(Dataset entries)
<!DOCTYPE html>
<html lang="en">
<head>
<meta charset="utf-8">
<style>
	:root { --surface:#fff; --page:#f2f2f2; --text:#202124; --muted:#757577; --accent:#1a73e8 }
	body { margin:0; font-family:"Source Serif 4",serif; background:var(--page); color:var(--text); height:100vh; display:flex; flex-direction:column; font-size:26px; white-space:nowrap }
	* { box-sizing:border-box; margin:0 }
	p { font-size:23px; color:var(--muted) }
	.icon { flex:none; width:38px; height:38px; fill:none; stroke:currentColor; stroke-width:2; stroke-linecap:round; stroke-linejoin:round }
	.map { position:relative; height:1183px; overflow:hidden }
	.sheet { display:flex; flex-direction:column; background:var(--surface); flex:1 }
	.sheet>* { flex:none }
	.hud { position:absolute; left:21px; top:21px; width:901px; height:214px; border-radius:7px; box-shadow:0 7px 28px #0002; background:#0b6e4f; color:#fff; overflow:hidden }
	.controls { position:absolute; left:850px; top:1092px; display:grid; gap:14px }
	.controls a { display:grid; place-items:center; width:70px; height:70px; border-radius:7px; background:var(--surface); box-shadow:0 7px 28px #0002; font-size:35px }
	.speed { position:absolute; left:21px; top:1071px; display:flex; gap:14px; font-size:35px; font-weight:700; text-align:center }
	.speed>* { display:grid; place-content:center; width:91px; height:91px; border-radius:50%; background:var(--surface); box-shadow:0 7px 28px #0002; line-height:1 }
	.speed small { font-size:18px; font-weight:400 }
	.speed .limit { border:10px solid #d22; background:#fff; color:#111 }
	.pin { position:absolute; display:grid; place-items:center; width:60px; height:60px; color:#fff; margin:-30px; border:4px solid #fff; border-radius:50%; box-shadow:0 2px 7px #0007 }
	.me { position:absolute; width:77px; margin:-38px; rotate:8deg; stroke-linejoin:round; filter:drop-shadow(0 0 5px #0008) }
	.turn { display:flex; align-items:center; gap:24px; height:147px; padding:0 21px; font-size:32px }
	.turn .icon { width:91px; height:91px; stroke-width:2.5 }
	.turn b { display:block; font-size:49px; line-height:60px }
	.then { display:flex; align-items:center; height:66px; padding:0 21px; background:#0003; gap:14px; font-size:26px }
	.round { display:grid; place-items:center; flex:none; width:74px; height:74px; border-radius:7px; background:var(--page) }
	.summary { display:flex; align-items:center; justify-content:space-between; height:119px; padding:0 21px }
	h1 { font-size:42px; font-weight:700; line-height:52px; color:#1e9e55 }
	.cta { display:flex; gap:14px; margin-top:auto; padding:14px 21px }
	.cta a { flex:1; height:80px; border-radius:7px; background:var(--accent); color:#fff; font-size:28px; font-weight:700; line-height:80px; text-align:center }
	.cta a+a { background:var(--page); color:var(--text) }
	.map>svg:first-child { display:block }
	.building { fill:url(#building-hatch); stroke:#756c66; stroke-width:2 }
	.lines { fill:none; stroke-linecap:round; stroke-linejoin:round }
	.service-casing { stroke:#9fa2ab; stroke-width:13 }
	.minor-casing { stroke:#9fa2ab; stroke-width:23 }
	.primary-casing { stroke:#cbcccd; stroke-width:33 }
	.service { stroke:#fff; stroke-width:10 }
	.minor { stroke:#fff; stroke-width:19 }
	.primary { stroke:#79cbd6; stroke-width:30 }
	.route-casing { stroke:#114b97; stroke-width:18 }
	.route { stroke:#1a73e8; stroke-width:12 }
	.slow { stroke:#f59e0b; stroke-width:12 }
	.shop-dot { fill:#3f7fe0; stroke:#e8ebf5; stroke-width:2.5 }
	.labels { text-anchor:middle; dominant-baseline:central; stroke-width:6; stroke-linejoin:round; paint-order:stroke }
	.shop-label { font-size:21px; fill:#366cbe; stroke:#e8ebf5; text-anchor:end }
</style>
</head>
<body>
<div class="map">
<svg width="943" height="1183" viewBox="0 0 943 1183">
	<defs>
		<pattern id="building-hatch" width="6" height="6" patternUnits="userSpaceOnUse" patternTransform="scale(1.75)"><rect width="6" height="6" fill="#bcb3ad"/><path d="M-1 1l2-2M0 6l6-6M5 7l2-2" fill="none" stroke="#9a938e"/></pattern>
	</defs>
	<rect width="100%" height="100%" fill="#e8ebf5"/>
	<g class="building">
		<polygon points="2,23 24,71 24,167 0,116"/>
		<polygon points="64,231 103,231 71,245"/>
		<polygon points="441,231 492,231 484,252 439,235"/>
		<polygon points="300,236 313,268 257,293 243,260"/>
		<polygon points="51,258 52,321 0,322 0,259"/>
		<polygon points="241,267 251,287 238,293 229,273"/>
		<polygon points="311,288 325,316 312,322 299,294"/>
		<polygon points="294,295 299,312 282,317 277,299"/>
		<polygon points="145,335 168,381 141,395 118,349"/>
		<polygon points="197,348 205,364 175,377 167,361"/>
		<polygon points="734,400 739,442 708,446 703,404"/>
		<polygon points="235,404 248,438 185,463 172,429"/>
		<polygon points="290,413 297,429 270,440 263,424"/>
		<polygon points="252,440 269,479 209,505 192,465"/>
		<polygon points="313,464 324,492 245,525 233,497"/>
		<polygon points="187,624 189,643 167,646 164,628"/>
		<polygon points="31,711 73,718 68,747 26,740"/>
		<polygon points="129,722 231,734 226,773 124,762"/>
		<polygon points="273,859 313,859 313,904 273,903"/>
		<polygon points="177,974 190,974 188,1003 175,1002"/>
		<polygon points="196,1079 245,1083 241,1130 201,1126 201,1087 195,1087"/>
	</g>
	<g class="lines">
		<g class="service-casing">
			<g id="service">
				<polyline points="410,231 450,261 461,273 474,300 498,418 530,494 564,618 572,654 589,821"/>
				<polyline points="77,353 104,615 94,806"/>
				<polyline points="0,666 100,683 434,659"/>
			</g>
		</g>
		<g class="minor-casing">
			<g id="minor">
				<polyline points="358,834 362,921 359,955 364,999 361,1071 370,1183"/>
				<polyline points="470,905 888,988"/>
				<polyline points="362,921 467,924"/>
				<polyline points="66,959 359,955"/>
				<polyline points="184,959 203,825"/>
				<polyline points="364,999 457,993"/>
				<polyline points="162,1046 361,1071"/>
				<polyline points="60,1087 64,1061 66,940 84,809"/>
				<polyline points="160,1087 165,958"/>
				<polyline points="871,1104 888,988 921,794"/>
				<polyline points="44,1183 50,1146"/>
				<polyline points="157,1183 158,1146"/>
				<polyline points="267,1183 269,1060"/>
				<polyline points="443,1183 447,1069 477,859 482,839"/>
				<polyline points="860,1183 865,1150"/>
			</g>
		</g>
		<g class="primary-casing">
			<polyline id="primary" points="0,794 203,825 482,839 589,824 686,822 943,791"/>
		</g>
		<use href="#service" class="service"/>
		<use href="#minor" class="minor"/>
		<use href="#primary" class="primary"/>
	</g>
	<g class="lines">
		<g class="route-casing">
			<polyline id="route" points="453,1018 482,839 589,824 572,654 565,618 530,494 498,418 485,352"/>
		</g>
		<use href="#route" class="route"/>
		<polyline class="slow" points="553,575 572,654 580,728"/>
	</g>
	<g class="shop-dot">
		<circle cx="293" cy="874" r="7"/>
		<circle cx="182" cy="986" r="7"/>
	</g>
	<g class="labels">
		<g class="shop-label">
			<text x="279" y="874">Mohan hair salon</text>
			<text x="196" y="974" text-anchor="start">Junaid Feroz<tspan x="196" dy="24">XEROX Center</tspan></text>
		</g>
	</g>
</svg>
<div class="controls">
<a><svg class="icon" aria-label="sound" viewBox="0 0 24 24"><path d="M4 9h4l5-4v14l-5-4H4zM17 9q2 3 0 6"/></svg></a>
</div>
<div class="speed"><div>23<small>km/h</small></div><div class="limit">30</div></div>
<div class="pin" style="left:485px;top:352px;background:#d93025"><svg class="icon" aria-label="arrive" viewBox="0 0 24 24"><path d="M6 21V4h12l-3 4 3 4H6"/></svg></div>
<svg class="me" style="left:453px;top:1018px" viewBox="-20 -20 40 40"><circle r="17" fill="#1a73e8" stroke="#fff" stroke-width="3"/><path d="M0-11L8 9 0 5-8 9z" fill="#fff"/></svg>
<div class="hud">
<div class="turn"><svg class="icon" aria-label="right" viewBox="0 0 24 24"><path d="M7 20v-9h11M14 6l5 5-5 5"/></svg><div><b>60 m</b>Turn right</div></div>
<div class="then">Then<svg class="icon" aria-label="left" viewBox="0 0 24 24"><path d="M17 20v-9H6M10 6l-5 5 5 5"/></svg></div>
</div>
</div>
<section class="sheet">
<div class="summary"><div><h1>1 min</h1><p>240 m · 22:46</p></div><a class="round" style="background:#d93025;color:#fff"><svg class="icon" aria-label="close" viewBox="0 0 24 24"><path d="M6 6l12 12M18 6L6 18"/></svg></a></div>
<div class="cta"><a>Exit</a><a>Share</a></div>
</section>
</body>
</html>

_Aim of the exercise:_ Scan the records for the word "limit", and copy each line where it is found.

_Written answer:_
	.speed .limit { border:10px solid #d22; background:#fff; color:#111 }
<div class="speed"><div>23<small>km/h</small></div><div class="limit">30</div></div>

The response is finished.